How many lines below contain the word "roads"? Reply solely with the number.

******************************

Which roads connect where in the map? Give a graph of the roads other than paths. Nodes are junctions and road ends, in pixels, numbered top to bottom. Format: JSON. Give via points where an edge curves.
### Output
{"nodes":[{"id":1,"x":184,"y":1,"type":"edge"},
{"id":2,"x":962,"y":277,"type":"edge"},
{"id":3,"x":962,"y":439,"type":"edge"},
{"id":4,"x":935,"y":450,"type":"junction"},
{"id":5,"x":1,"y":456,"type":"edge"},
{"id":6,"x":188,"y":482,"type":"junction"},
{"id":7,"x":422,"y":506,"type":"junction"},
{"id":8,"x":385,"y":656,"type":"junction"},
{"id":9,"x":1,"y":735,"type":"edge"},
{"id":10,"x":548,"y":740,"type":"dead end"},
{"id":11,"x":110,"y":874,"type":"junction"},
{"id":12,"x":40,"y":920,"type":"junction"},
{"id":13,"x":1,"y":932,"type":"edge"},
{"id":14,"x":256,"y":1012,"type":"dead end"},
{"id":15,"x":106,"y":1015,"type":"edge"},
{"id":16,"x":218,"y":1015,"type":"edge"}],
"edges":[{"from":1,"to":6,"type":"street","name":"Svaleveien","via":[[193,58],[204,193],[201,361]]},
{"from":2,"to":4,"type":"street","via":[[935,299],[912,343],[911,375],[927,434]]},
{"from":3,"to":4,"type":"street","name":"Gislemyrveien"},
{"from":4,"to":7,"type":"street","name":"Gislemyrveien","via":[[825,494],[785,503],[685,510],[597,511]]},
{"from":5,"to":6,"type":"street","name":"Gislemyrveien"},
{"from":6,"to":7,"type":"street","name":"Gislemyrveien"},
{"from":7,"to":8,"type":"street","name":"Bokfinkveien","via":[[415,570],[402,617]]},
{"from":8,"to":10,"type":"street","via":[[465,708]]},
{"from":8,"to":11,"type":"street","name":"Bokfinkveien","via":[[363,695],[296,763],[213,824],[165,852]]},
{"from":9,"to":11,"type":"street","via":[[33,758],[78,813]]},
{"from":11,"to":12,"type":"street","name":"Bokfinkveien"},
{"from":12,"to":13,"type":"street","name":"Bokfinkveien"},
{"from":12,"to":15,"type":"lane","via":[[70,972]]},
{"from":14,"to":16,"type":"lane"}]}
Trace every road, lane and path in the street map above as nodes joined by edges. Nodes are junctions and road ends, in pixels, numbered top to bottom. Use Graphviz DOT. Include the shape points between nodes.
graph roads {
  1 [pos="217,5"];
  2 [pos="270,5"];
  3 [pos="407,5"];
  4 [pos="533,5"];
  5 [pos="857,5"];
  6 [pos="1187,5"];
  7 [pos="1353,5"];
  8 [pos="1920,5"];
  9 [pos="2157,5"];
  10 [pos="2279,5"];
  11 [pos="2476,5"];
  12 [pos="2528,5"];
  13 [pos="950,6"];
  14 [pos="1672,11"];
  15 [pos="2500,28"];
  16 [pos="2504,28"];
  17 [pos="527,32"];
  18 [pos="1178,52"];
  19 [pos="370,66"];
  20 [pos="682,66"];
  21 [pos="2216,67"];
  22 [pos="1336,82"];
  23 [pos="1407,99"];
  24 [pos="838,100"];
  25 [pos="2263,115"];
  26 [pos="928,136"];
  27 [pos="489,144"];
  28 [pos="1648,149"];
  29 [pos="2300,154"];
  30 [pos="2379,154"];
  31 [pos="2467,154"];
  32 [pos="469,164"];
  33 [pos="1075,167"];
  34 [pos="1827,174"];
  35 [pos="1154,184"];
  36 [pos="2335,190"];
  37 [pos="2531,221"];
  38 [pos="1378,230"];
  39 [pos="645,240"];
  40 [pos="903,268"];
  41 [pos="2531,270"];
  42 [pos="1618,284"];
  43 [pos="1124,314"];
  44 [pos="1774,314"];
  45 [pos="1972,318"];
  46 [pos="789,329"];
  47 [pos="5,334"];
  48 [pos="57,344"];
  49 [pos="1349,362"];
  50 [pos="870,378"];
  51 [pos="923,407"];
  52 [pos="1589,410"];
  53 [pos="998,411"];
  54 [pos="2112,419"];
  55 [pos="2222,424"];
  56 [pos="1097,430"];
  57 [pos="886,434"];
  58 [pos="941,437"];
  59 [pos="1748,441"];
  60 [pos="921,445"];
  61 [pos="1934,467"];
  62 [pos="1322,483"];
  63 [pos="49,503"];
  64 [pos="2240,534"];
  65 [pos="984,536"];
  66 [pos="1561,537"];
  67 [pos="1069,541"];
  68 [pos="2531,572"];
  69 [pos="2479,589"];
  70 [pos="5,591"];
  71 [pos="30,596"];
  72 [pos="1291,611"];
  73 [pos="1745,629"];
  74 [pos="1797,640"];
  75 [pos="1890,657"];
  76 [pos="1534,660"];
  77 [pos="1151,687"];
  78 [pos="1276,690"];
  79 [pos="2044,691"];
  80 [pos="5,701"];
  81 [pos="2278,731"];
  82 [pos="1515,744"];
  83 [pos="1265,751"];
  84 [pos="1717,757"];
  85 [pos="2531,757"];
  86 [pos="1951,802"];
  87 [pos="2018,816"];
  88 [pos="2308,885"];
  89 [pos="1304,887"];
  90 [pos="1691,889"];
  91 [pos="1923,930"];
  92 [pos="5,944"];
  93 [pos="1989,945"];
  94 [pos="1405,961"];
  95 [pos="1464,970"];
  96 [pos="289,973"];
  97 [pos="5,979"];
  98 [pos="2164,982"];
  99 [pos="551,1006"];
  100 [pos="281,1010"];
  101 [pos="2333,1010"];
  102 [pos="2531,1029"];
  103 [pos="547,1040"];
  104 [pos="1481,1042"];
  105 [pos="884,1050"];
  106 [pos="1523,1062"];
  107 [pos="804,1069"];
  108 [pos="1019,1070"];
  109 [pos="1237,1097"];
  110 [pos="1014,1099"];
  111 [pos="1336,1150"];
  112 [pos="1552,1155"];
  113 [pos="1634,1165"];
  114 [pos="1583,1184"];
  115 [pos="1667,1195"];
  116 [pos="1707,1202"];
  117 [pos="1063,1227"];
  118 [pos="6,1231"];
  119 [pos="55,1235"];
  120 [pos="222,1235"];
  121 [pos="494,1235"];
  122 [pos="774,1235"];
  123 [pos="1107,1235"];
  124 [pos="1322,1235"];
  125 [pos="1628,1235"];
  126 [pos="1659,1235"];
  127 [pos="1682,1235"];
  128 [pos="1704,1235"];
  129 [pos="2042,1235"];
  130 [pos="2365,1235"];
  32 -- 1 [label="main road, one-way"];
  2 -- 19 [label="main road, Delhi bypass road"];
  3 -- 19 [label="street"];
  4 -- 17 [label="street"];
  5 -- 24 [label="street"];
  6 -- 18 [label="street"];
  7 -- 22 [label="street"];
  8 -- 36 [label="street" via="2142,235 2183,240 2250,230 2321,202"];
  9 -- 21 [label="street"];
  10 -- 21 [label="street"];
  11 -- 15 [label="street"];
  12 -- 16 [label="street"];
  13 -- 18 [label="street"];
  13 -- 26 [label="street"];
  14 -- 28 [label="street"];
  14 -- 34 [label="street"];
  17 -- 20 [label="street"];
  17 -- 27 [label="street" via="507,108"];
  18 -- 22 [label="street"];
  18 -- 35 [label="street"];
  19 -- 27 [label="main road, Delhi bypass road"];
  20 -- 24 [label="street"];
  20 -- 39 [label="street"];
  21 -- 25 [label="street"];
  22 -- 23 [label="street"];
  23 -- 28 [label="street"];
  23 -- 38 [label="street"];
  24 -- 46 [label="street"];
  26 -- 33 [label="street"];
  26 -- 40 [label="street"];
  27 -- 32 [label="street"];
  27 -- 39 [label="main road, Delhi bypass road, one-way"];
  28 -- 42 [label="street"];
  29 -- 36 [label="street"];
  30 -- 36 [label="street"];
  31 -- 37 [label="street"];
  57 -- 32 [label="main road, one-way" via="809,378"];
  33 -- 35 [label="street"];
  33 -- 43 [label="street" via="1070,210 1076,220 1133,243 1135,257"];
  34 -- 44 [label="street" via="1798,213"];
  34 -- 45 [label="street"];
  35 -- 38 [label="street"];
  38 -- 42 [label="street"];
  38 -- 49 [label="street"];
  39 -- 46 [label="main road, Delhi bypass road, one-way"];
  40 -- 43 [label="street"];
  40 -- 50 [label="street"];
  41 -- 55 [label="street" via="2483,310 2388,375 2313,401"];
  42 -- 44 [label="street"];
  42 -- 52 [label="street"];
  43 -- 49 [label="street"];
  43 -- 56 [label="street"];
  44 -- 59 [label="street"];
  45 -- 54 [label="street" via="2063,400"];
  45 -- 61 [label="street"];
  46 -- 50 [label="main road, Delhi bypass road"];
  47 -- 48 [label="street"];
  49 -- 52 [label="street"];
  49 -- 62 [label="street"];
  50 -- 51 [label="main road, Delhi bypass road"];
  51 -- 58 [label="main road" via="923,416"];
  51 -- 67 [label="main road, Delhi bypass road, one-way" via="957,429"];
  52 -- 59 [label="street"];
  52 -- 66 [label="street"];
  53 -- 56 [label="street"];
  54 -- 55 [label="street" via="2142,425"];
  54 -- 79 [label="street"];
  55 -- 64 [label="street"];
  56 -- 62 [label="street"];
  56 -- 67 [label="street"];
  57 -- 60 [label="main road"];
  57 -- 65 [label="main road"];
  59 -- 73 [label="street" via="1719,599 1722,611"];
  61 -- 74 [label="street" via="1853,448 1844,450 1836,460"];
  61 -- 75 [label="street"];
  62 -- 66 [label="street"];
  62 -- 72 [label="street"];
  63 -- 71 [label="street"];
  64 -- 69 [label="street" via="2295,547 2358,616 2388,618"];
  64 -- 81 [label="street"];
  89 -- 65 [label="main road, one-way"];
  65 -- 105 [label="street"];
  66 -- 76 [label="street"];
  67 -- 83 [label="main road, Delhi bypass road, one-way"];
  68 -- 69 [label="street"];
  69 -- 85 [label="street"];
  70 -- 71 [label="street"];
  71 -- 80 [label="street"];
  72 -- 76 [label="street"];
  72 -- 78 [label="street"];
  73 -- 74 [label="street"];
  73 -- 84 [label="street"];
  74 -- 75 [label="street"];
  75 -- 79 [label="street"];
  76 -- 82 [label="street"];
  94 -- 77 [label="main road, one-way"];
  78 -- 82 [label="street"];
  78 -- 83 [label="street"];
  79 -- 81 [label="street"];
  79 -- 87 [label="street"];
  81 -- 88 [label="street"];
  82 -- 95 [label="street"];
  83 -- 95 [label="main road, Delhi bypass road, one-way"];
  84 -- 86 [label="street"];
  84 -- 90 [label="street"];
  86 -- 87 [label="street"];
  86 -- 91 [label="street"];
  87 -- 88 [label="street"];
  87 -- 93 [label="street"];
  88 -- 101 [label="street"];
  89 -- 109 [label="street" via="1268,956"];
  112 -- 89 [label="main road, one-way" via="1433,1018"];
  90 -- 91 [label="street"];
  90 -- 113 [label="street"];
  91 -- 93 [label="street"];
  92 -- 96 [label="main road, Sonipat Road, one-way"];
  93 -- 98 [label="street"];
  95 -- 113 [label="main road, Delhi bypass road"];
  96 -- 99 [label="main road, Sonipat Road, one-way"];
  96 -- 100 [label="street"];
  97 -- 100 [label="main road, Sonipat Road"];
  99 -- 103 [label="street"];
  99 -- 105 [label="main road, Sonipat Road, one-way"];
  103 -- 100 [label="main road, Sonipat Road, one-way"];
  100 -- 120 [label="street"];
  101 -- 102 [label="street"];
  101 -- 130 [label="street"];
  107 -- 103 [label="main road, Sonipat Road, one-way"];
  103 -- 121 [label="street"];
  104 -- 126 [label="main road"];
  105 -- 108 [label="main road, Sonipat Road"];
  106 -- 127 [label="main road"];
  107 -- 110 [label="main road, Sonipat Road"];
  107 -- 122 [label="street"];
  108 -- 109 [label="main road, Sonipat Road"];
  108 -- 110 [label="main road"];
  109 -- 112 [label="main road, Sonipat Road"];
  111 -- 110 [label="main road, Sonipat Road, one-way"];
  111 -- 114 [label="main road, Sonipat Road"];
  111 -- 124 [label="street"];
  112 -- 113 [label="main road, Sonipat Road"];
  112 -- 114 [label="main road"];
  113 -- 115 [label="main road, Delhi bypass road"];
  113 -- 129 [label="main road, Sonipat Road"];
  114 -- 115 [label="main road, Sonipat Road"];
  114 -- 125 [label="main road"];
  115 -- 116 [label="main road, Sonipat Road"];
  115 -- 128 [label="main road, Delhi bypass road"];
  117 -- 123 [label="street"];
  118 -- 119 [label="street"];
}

******************************

• Response to the exercise: 2